Each user file system is only mounted when a process actually accesses it. Therefore, you might not see a specific user directory in a listing of /home
, /work
or /hpcwork
(which can be confusing, especially if you are using a graphical file manager). This does not mean that a user directory does not exist, but that you might have to type the path to a user directory explicitly to actually get there. Any action that causes an access to your directory will mount it and thereby make it visible. This can be done by changing into the directory in a terminal or typing the full path of your directory in the address bar of your file manager.

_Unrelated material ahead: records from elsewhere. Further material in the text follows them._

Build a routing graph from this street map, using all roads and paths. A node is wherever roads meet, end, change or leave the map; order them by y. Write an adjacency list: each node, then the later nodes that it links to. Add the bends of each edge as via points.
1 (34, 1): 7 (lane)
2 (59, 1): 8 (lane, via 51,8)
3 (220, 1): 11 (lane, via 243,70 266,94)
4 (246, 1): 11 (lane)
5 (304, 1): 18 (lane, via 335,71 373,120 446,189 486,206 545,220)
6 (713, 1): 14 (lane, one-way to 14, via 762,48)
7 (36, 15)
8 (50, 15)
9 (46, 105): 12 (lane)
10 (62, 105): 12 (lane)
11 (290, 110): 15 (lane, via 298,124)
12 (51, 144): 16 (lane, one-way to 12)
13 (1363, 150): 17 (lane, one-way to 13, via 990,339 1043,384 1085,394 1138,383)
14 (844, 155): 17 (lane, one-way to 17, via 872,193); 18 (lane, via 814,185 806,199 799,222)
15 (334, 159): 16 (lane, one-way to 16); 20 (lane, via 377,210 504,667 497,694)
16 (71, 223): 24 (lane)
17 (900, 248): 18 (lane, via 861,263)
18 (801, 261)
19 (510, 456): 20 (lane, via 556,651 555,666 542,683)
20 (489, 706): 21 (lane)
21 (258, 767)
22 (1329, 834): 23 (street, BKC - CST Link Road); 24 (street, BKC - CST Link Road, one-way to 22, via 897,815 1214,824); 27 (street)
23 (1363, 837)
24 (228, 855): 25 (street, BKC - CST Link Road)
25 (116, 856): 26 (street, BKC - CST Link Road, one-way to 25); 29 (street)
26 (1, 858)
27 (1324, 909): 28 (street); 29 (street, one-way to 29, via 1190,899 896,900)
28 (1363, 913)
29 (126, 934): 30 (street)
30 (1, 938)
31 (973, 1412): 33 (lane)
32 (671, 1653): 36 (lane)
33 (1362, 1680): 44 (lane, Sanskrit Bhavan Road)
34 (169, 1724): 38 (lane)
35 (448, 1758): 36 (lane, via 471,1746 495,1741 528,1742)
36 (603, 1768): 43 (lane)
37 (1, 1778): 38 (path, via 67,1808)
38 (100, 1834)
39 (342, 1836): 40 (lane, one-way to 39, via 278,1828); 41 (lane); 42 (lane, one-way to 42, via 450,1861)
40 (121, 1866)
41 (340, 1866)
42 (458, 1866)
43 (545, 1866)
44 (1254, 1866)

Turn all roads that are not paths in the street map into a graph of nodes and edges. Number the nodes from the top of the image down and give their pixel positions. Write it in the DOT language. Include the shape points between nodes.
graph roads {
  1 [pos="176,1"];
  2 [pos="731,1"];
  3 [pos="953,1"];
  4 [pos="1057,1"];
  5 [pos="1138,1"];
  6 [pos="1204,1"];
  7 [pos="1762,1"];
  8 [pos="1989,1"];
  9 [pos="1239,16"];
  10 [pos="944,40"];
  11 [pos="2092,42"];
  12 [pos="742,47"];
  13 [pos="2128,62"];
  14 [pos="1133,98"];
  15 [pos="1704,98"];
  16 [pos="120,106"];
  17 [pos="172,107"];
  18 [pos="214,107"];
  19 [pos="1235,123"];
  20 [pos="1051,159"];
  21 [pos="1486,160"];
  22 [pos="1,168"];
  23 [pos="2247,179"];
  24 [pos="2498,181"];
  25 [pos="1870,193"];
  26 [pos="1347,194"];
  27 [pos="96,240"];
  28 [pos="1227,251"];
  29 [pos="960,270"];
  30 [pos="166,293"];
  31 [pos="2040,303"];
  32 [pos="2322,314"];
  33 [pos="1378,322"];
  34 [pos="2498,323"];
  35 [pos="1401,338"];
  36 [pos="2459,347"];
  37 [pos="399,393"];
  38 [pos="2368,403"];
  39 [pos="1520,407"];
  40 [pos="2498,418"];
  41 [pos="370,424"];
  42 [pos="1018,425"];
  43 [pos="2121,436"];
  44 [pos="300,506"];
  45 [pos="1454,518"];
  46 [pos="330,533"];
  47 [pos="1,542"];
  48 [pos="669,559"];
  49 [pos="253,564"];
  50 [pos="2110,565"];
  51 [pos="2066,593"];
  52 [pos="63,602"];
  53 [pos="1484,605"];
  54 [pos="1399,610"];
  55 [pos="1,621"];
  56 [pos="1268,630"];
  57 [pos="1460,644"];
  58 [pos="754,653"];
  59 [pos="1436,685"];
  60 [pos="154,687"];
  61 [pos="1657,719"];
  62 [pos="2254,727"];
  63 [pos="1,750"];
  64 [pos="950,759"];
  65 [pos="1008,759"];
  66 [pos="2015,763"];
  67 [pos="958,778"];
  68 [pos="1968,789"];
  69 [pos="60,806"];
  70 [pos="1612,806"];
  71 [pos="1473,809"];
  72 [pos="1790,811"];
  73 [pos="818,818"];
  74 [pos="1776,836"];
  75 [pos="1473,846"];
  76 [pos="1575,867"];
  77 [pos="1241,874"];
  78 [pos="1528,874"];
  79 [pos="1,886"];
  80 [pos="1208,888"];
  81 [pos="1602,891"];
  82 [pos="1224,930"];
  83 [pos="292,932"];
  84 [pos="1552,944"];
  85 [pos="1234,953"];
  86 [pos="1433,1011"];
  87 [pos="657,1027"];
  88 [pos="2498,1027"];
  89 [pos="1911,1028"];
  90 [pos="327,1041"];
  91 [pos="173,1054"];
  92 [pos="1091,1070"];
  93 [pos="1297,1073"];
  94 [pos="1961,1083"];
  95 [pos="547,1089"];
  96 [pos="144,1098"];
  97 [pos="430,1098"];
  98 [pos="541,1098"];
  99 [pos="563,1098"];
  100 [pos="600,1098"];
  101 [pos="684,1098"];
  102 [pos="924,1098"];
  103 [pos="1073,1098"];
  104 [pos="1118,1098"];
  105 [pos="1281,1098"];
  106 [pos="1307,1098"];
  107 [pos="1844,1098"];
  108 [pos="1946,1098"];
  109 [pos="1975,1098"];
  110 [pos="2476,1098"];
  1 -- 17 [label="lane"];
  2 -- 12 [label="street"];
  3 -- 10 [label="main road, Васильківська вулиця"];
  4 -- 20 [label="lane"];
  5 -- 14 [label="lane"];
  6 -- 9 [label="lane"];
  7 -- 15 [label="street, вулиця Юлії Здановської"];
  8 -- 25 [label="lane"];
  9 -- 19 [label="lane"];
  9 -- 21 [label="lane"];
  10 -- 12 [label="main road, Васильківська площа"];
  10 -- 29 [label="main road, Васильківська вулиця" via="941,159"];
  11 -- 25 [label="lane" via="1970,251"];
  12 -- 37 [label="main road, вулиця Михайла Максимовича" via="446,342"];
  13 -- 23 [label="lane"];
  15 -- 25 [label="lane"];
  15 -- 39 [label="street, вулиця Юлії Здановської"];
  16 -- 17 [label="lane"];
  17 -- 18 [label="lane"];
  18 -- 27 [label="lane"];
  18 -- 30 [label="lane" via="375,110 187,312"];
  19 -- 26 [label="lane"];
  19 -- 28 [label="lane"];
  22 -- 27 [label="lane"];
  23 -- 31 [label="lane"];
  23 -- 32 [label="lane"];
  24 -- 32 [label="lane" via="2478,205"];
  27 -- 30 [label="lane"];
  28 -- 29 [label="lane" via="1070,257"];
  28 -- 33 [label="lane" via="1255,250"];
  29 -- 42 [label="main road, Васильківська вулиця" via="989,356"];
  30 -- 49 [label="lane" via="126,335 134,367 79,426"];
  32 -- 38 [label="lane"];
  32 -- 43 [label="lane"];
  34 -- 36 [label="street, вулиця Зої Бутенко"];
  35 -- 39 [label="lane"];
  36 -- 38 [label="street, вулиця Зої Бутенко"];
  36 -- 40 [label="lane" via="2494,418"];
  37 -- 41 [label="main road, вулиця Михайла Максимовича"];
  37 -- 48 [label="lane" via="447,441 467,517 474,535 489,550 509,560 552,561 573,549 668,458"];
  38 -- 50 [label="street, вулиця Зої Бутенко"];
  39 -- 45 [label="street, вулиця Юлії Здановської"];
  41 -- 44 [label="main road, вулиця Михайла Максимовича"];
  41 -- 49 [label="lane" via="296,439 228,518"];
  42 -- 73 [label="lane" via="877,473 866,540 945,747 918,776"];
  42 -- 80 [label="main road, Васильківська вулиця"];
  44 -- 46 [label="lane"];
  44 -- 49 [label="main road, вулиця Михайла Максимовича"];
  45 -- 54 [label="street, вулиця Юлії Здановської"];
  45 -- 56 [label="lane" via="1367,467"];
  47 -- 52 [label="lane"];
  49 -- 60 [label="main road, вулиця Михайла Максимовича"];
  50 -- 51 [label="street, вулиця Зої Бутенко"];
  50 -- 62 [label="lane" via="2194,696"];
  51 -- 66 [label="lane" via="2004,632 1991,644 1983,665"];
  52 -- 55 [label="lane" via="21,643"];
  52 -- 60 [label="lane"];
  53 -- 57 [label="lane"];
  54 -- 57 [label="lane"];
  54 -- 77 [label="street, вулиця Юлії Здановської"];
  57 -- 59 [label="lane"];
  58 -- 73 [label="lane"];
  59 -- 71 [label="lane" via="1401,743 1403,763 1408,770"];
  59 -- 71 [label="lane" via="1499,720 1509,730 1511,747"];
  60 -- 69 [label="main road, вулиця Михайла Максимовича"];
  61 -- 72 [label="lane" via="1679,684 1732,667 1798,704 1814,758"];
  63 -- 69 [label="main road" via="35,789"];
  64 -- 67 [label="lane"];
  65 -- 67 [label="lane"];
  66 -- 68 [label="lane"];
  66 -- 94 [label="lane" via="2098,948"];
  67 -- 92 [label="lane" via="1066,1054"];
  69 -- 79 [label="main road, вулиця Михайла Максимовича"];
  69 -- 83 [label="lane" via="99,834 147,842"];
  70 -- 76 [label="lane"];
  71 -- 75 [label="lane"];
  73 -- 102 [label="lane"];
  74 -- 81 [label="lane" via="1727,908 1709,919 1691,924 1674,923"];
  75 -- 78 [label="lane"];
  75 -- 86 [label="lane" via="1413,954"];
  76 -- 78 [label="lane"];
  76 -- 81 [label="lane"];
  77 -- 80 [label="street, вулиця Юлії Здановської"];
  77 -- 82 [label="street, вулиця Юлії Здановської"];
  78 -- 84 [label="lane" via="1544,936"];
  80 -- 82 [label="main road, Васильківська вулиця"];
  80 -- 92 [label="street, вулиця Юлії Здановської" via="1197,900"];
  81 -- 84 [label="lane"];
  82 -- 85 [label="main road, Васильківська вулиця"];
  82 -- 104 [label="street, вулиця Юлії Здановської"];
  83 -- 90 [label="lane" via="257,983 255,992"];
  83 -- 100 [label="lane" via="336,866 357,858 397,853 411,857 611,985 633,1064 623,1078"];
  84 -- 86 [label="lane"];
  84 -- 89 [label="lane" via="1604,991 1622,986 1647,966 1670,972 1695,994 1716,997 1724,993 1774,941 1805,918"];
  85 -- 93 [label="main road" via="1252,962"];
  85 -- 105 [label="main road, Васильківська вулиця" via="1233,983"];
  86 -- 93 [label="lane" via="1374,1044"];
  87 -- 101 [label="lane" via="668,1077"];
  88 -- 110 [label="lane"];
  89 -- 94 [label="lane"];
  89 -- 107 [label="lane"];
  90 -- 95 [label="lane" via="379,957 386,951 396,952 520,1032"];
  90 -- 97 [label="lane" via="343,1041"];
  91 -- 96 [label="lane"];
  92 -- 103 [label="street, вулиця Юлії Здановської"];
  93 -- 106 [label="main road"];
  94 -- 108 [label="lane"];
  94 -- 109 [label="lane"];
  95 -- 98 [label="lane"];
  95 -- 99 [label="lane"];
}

We currently remove outdated files in $TMP
only. The $TMP
and $BEEOND
directories belonging to a batch job are removed immediately after the job ends. The lifetime policies regarding $WORK
and $HPCWORK
are subject to change however, i.e. we may decide to clean up outdated files in these areas, too, if space starts to get short.
We make a backup of $HOME
on a daily basis. For all other areas no backup is being made.
Exclusion list
The following files and directories are currently excluded from the tape backup:
- Complete sub-directories:
.NOBACKUP
~/.cache
~/.comsol/*/configuration
~/.Trash*
~/.local/share/Trash*
- File patterns:
core.*.rz.RWTH-Aachen.DE.[1-9]*.[1-9]*
core.*.hpc.itc.rwth-aachen.de.[1-9]*.[1-9]*
Snapshots reflect the state of a file system at previous points in time. By changing to a snapshot directory, e.g. $HOME_SNAPSHOT
or $WORK_SNAPSHOT
, you can access previous versions of your files. The files within the snapshots are read-only, they can not be altered or deleted. Please note that the snapshots creation policy is subject to change. If space gets short, we may decide to create less snapshots, delete existing snapshots or omit them completely.
Please Note: Snapshots are not an alternative to a tape backup. If a file system gets damaged, all snapshots are lost, too. This means that you should not store files in $WORK
, $HPCWORK
or even $TMP
that you cannot reproduce with little effort.